To do
Reproduce, without alteration, every line of the data; exclude the images.

== Supplied entries

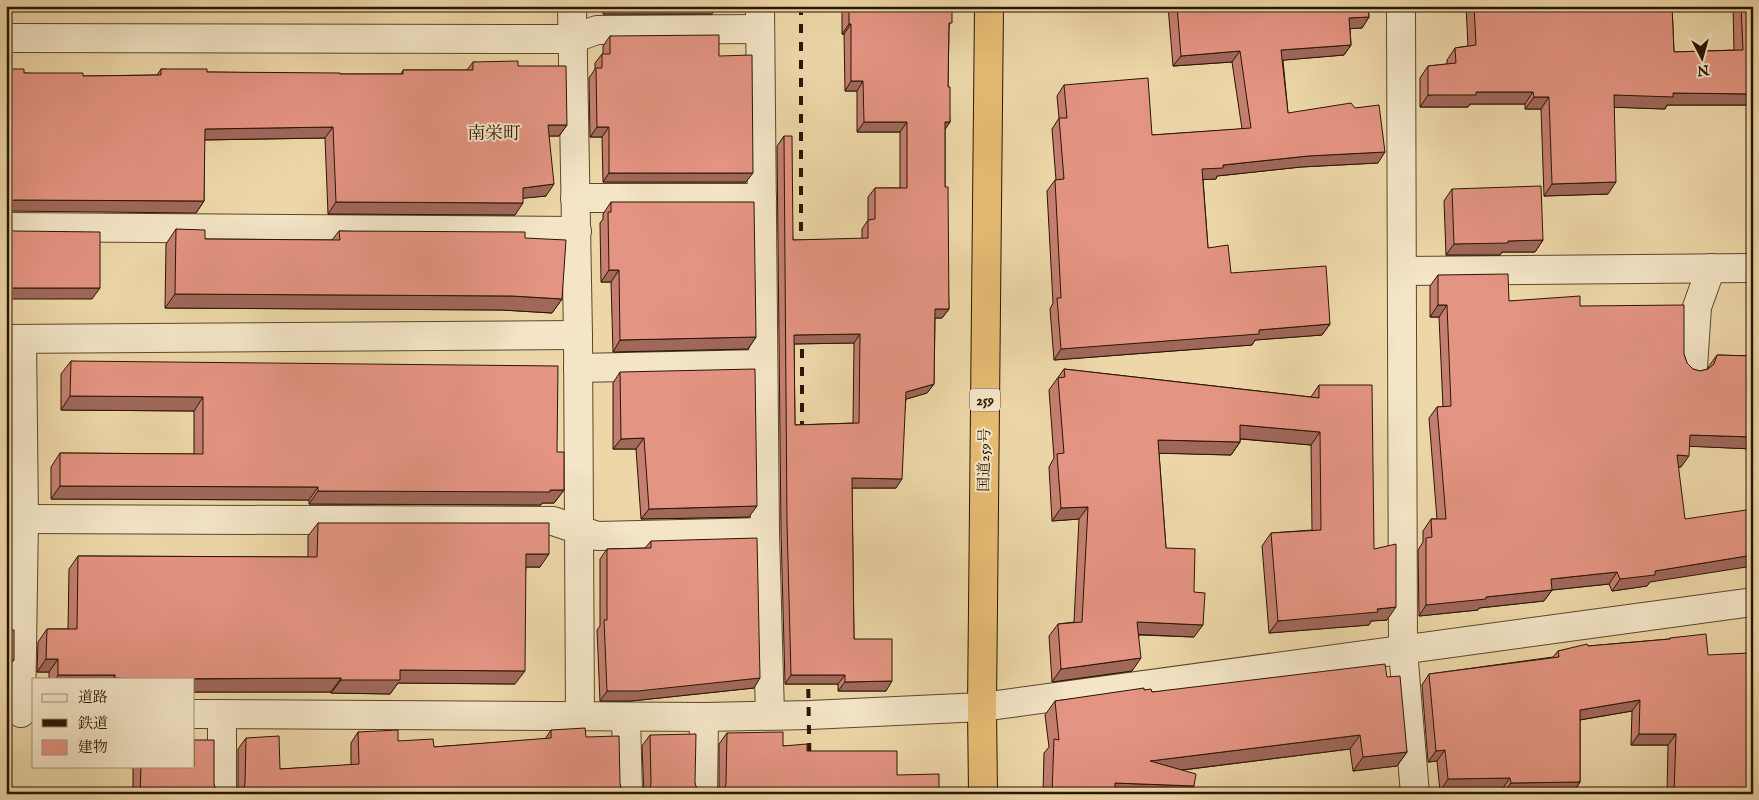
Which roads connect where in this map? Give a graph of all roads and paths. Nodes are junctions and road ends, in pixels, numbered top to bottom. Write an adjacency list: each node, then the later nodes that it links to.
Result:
1 (572, 6): 6 (street)
2 (989, 6): 24 (highway, 国道259号 / 259)
3 (1401, 6): 13 (street)
4 (760, 18): 6 (street); 8 (street)
5 (6, 38): 6 (street)
6 (572, 39): 7 (street)
7 (575, 198): 8 (street); 10 (street)
8 (762, 198): 16 (street)
9 (6, 227): 10 (street)
10 (576, 231): 14 (street)
11 (1711, 268): 12 (street); 13 (street); 17 (street)
12 (1753, 268)
13 (1402, 271): 23 (street)
14 (578, 335): 15 (street); 18 (street)
15 (14, 339): 19 (street)
16 (763, 364): 18 (street); 21 (street)
17 (1693, 367)
18 (578, 368): 20 (street)
19 (24, 519): 20 (street); 25 (street)
20 (578, 530): 21 (street); 29 (street)
21 (765, 532): 28 (street)
22 (1753, 602): 23 (street)
23 (1402, 650): 24 (street); 36 (street)
24 (982, 707): 28 (street); 35 (highway, 国道259号 / 259)
25 (20, 713)
26 (195, 714): 27 (street)
27 (222, 714): 29 (street); 32 (street)
28 (770, 715): 31 (street)
29 (580, 717): 30 (street)
30 (626, 717): 31 (street); 33 (street)
31 (704, 717): 34 (street)
32 (222, 794)
33 (628, 794)
34 (703, 794)
35 (983, 794)
36 (1415, 794)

====

Output below
Which roads connect where in this map? Give a graph of all roads and paths. Nodes are junctions and road ends, in pixels, numbered top to bottom. Write an adjacency list: each node, then the later nodes that it links to.
Result:
1 (572, 6): 6 (street)
2 (989, 6): 24 (highway, 国道259号 / 259)
3 (1401, 6): 13 (street)
4 (760, 18): 6 (street); 8 (street)
5 (6, 38): 6 (street)
6 (572, 39): 7 (street)
7 (575, 198): 8 (street); 10 (street)
8 (762, 198): 16 (street)
9 (6, 227): 10 (street)
10 (576, 231): 14 (street)
11 (1711, 268): 12 (street); 13 (street); 17 (street)
12 (1753, 268)
13 (1402, 271): 23 (street)
14 (578, 335): 15 (street); 18 (street)
15 (14, 339): 19 (street)
16 (763, 364): 18 (street); 21 (street)
17 (1693, 367)
18 (578, 368): 20 (street)
19 (24, 519): 20 (street); 25 (street)
20 (578, 530): 21 (street); 29 (street)
21 (765, 532): 28 (street)
22 (1753, 602): 23 (street)
23 (1402, 650): 24 (street); 36 (street)
24 (982, 707): 28 (street); 35 (highway, 国道259号 / 259)
25 (20, 713)
26 (195, 714): 27 (street)
27 (222, 714): 29 (street); 32 (street)
28 (770, 715): 31 (street)
29 (580, 717): 30 (street)
30 (626, 717): 31 (street); 33 (street)
31 (704, 717): 34 (street)
32 (222, 794)
33 (628, 794)
34 (703, 794)
35 (983, 794)
36 (1415, 794)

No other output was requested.